Toen ik voor de verzamelde familie een dansje deed was ’t al fout. Zo klein als ik was had ik de zonde van aandacht vragen al ontdekt. Hoewel dat besef pas enkele jaren later tot me door zou dringen, op ’t moment dat herinneringen zich gingen nestelen in m’n hoofd & die herinneringen werden gestimuleerd door de filmpjes die m’n vader van historische familiegebeurtenissen had gemaakt.
Er werd gezegd: ‘Zuster Petra heeft ons gewaarschuwd dat niet alle ogen de hele tijd op Ton gericht moesten zijn. We moesten ervoor zorgen dat Carel ook voldoende aandacht zou krijgen.’
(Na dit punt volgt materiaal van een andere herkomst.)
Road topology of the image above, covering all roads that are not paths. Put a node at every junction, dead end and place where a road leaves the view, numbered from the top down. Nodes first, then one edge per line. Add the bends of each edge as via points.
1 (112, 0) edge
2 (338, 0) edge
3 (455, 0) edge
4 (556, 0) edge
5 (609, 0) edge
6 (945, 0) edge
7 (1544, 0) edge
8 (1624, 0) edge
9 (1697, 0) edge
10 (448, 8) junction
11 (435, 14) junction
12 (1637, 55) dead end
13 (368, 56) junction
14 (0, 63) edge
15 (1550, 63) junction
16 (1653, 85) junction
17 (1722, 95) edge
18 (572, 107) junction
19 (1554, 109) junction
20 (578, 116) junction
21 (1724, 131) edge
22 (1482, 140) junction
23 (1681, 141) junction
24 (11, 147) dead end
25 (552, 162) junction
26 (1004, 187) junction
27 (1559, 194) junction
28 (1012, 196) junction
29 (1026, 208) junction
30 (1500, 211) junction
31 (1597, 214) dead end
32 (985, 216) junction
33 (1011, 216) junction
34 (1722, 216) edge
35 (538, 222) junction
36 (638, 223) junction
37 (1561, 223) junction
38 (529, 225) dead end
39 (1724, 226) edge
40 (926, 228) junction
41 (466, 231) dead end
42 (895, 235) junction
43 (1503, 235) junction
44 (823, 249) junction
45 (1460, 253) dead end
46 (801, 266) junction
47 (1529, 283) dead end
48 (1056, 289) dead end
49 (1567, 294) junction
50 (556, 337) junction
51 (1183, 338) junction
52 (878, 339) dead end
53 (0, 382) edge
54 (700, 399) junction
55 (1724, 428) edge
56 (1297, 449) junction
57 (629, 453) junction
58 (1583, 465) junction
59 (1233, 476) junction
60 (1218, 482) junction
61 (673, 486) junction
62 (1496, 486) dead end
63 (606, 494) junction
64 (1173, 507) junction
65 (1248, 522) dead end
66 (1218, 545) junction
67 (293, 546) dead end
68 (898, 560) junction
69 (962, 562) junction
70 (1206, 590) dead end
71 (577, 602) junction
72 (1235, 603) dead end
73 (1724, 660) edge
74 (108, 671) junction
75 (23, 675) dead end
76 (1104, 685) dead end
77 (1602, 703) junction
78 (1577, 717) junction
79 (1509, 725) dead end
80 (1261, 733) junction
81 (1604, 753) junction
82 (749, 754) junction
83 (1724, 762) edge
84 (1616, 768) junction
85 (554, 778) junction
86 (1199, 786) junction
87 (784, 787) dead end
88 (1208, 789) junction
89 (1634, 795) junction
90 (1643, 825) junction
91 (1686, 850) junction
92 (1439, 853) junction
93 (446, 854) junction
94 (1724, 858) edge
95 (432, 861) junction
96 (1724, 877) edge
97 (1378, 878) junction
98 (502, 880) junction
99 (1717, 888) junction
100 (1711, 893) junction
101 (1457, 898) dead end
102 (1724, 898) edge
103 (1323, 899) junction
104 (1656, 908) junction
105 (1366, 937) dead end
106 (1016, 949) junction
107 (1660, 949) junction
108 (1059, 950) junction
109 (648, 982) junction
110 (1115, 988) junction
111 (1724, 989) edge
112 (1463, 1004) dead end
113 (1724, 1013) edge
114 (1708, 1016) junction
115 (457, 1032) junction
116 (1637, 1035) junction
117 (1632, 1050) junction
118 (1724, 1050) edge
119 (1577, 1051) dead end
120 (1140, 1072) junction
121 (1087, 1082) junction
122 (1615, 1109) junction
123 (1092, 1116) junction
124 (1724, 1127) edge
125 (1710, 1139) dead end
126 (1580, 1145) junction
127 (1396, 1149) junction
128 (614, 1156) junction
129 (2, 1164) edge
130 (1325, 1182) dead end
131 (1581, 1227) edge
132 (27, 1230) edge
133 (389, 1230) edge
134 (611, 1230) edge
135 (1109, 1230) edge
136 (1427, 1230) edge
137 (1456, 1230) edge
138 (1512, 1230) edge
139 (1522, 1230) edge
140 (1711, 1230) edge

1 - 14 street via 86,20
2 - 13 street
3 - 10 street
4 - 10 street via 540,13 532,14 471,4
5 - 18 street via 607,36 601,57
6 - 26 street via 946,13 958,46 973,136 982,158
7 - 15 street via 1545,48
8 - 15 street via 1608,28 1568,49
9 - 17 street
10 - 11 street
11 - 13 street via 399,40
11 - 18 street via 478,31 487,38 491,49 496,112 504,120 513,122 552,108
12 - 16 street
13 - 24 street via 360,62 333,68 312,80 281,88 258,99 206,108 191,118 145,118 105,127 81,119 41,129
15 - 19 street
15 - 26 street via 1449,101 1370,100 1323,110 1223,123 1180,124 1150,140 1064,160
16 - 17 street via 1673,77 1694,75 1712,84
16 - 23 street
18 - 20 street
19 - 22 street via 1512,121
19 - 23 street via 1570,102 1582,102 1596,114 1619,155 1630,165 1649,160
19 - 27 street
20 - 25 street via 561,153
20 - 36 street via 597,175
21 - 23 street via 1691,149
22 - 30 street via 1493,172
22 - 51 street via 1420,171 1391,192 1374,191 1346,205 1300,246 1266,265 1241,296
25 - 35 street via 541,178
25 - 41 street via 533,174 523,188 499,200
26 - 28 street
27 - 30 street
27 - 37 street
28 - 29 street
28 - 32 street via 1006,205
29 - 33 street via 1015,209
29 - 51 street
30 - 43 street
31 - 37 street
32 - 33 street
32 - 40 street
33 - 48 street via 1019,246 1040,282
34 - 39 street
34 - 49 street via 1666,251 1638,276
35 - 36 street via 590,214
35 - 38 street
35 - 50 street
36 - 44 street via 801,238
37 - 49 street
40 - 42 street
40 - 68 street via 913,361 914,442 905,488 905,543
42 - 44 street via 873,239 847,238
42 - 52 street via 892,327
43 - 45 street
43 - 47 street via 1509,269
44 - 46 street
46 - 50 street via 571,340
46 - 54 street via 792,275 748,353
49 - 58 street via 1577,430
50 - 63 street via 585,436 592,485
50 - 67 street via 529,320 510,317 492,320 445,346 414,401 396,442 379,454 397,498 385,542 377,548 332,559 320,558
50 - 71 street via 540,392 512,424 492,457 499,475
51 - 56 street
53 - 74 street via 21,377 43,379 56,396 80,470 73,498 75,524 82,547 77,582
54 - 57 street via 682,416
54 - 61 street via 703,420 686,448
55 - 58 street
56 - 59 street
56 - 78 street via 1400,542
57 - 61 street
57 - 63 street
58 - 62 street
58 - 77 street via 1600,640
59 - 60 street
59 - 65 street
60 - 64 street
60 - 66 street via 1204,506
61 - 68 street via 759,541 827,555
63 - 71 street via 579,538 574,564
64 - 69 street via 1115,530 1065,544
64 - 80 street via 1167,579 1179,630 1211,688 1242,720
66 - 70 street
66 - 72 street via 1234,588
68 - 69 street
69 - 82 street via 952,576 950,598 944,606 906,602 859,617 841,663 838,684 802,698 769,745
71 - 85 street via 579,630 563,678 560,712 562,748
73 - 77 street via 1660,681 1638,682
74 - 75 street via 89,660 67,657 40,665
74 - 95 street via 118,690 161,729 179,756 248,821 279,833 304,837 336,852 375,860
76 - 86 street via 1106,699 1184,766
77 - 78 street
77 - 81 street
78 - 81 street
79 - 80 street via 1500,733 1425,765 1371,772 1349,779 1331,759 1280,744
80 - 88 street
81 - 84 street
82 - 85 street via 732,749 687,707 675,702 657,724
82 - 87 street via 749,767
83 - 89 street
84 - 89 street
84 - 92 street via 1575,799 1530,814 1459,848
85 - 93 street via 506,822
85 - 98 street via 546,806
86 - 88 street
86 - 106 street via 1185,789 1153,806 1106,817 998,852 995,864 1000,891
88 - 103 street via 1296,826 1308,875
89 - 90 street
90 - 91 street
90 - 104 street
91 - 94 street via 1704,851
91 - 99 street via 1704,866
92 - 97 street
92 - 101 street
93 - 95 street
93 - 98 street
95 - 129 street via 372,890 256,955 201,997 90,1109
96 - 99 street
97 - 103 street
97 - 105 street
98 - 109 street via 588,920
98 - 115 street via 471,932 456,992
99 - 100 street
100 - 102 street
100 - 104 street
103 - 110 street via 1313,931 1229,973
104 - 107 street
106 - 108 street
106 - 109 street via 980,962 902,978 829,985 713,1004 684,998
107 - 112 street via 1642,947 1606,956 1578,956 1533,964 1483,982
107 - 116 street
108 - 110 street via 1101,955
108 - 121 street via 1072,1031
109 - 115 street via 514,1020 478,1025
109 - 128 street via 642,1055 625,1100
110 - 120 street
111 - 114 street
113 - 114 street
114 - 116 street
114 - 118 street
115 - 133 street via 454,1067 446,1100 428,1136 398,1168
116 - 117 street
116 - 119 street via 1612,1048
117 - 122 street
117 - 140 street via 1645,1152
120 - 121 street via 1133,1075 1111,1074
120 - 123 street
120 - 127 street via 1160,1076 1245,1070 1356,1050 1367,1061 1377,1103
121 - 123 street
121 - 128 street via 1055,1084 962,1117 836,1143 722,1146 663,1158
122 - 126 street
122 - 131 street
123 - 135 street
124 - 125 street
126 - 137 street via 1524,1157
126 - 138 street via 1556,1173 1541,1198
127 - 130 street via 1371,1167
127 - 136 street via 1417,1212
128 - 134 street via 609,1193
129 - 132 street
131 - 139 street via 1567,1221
Zuster Petra was de enige oppas die alle 6 zonen van m’n ouders tegelijk aankon.
Dus werd ik me ervan bewust. Ik werd bewust.
’t Werd tijd om intelligenter te worden, moet ik bij mezelf bedacht hebben. Nieuwe methodes. Inventiviteit. Moeilijker om doorheen te prikken.
Ik wilde, maar mocht geen aandacht.
Of praktischer gesteld, toegespitst op de concurrentiepositie die wij broers tegenover elkaar hadden: ik wilde, maar kreeg niet de grootste gehaktbal.
Ik wist dat ’t een natuurlijk streven was, die gehaktbal, maar dat ik niet, of anders zelden, voldeed aan de criteria om er officieel recht op te hebben.
Een mens gaat zich dan afvragen waarom een moeder dan toch elke keer een gehaktbal er tussen stopt die net even groter in omvang is.
Ik heb ook wel eens in m’n blootje rondgelopen, dat dat me dus verweten werd.
Ik was ondertussen veel ouder. Men kan zeggen dat ik aan ’t puberen was. Maar omdat ik me bevond tussen leeftijdsgenoten die zich in dezelfde fase bevonden, was er wat dat aangaat niet echt sprake van een probleem.
Dat nam niet weg dat men mij aandachttrekkerij verweet.
Ik heb dat maar zo gelaten. Zij wisten blijkbaar niet dat ik alleen nog maar ging zwemmen op een naaktstrand. Ik schaamde me dood als ik een zwembroek aan moest, waar al het materiaal duidelijk zichtbaar van werd.
Wat me wel schokte was die foto, van rond dezelfde tijd, waar Mirjam & ik op stonden. Door een diepe nacht waren wij omhuld. Feestelijk licht scheen onze gezichten tegemoet, waardoor onze uitdrukkingen duidelijk zichtbaar werden.
Ik moet niet zeggen dat die foto me schokte; ’t ging er om dat iedereen hem mooi vond, onze uitstraling, onze zwartwitte harmonie, onze compositie tegenover elkaar, maar dat men over ’t algemeen zei dat ik, wederom ik, altijd ik, een zielig gezicht van vragen om medelijden trok.
Aandacht maakt schuld.
Hoewel ze gelijk hadden. Ik verwijt die mensen niets. Ik stond daar immers naast een onbeantwoorde liefde. Mooi te zijn. ’t Verhaal te vertellen van afgewezen worden.
Wat iedereen wist. Waardoor iedereen ’t ook van m’n gezicht af kon lezen.
Ik denk dat ik daarom tegenwoordig schreeuw. Ik gooi gewoon m’n keel open. Er openlijk voor uitkomen, heet dat.
Ja, ik sta hier. & Niemand die er omheen kan.
DE BAR IS GESLOTEN!
Ik voel me nergens schuldig over.
Laat ze maar dorsten, zij allen buiten Zijperspace.